Polizia e intelligence dei Paesi Ue avranno accesso per sei mesi ai dati di tutti i passeggeri che transitano negli aeroporti dell’Unione. Poi le informazioni saranno criptate, ma resterà possibile richiederli nel corso dei successivi quattro anni e mezzo dimostrando che ce n’è l’esigenza per indagini anti terrorismo o, in generale, inchieste giudiziarie. L’accordo sul cosiddetto Pnr (passenger name record), cioè il registro europeo dei dati dei passeggeri aerei, è stato raggiunto venerdì sera dai ministri dell’Interno europei, che hanno trovato un compromesso sulla proposta negoziata nel corso della settimana con il Parlamento europeo. A fronte della riduzione da nove a sei mesi del tempo in cui i dati saranno disponibili senza limitazioni, i 28 chiedono che siano inclusi nel registro i dati dei voli interni alla Ue, e non solo quelli esterni, aspetto fondamentale per la Francia a seguito degli attentati di Parigi. Sull’accordo dovranno ora esprimersi i deputati europei. “Si chiuderà definitivamente il 15 dicembre”, ha riferito il ministro dell’Interno, Angelino Alfano, a margine dei lavori del Consiglio.
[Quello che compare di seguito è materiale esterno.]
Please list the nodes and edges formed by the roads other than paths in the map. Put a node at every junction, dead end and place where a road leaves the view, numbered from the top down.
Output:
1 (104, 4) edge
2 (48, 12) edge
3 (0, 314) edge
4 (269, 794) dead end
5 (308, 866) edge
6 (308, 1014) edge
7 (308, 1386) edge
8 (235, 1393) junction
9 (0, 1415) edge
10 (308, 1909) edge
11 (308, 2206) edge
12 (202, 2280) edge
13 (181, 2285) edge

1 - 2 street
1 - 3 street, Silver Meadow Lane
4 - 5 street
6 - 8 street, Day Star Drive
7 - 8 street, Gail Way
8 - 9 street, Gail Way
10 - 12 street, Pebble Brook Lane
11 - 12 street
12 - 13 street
“E’ un sistema efficace e proporzionato, bilanciato fra la garanzia della sicurezza e la tutela della privacy dei cittadini”, ha spiegato il commissario Ue agli Affari interni, Dimitris Avramopoulos. L’accordo è stato ritenuto dai ministri utile a “prevenire, identificare, e perseguire minacce terroristiche e forme gravi di crimini”. Restano i dubbi sulla privacy, anche se l’Unità informativa sui passeggeri sarà soggetta a verifiche delle autorità che vigilino sul rispetto dei dati personali.
Secondo il garante della privacy Antonello Soro, intervistato dal Corriere della Sera, “è un accordo di compromesso, con alcuni aspetti positivi, ma mette insieme una quantità spropositata di dati, difficili da analizzare e paradossalmente difficili da proteggere dagli attacchi dei terroristi”. “E poi bisogna stare attenti a trovare il giusto equilibrio e la giusta proporzionalità“, “che tenga conto della quantità di dati, del tempo di conservazione, della selettività dei presupposti per l’accesso alle informazioni. Altrimenti si violano le sentenze della Corte di Giustizia europea. Ricordiamoci che nel 2014 la Corte ha invalidato la direttiva europea sulla Data retention, quella in vigore dal 2006″.